# ENTRIES SUPPLIED
• • • • •

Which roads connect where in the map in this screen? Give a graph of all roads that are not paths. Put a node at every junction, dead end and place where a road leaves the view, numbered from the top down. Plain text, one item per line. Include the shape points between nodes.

• • • • •

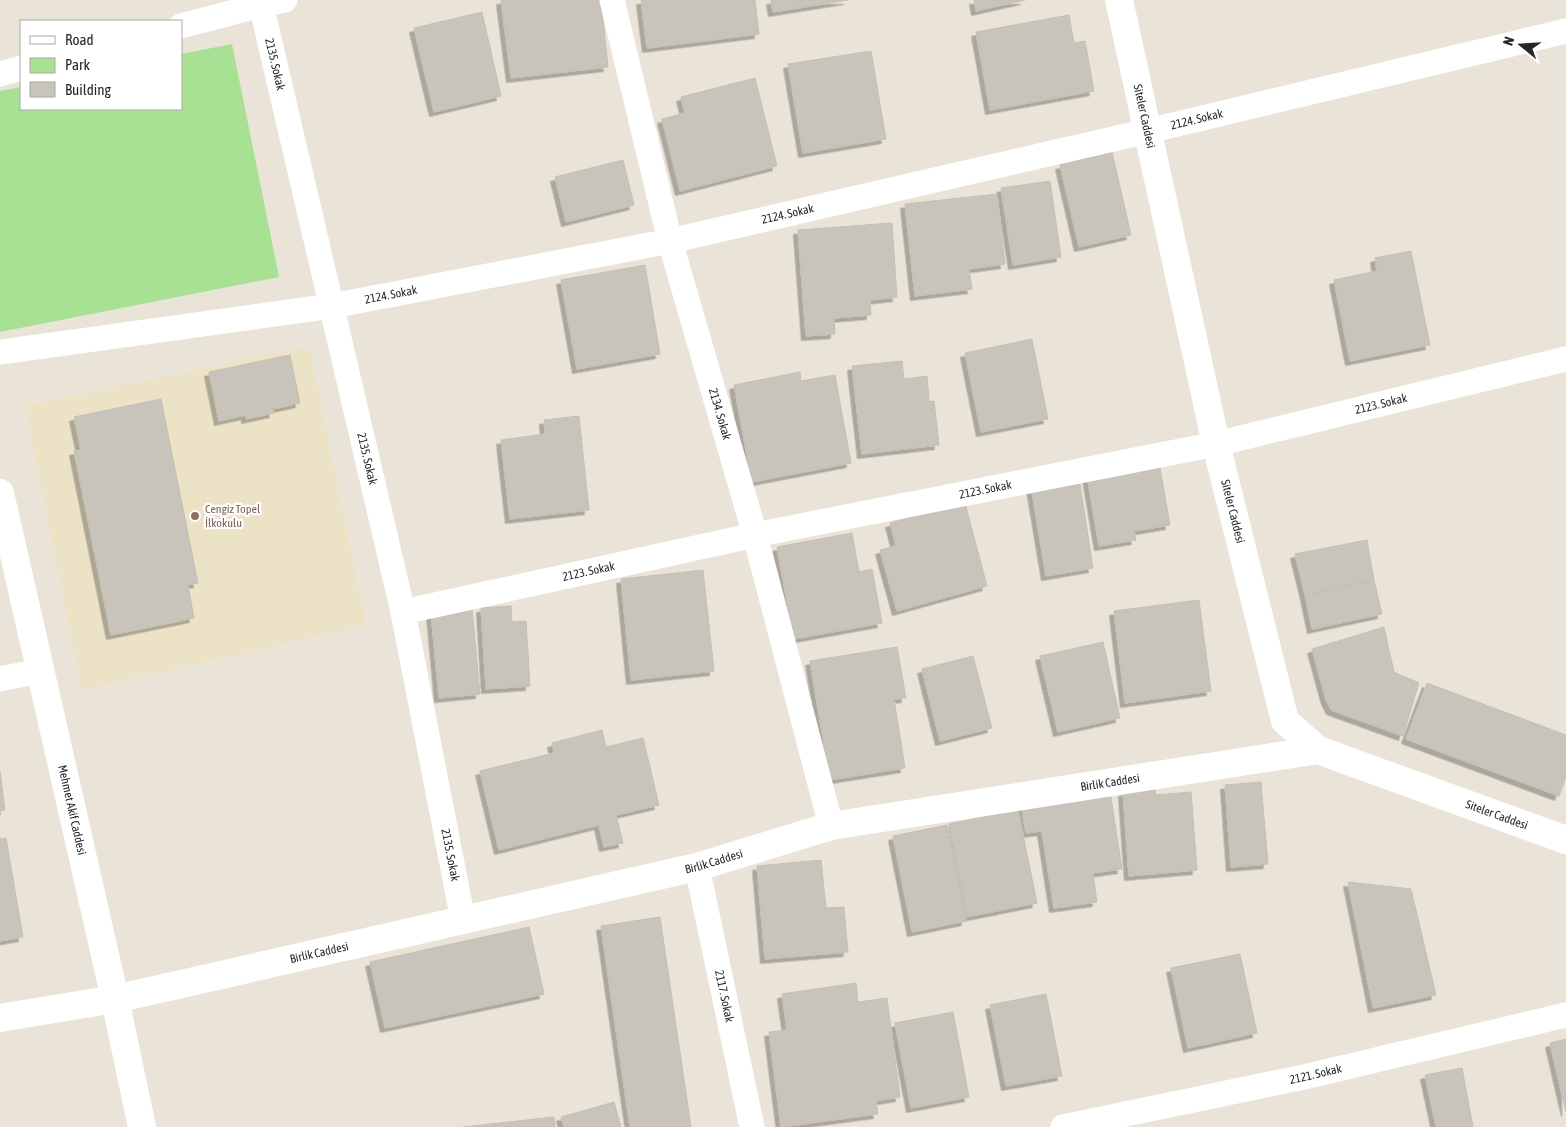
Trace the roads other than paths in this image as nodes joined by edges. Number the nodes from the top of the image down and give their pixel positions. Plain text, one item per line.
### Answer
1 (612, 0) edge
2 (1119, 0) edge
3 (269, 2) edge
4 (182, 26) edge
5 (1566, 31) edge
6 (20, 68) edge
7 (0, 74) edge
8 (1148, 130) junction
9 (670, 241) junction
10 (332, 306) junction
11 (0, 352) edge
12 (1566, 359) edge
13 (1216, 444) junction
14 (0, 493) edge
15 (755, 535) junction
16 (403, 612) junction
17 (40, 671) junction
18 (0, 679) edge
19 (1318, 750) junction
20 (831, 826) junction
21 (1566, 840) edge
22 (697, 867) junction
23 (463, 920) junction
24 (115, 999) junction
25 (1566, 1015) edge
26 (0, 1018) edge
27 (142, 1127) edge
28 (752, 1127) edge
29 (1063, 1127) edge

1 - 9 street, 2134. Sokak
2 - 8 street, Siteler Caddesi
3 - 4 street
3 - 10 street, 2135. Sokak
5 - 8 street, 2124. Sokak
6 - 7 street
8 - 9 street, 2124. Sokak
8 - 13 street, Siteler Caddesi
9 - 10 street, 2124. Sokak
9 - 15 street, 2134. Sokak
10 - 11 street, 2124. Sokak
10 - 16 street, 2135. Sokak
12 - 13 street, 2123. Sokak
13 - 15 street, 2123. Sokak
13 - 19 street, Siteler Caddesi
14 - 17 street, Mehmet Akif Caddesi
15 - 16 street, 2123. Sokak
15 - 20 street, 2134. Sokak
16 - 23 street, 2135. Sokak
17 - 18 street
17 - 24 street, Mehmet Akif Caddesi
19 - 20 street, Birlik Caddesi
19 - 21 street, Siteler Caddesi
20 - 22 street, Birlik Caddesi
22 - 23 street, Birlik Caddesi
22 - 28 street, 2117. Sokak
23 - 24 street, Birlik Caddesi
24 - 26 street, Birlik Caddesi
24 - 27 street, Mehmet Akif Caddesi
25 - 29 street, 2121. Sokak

• • • • •

# ABOUT THIS TASK
Each line with "text" in it must be identified and copied from the material.

# RESPONSE TO THE TASK
Which roads connect where in the map in this screen? Give a graph of all roads that are not paths. Put a node at every junction, dead end and place where a road leaves the view, numbered from the top down. Plain text, one item per line. Include the shape points between nodes.
Trace the roads other than paths in this image as nodes joined by edges. Number the nodes from the top of the image down and give their pixel positions. Plain text, one item per line.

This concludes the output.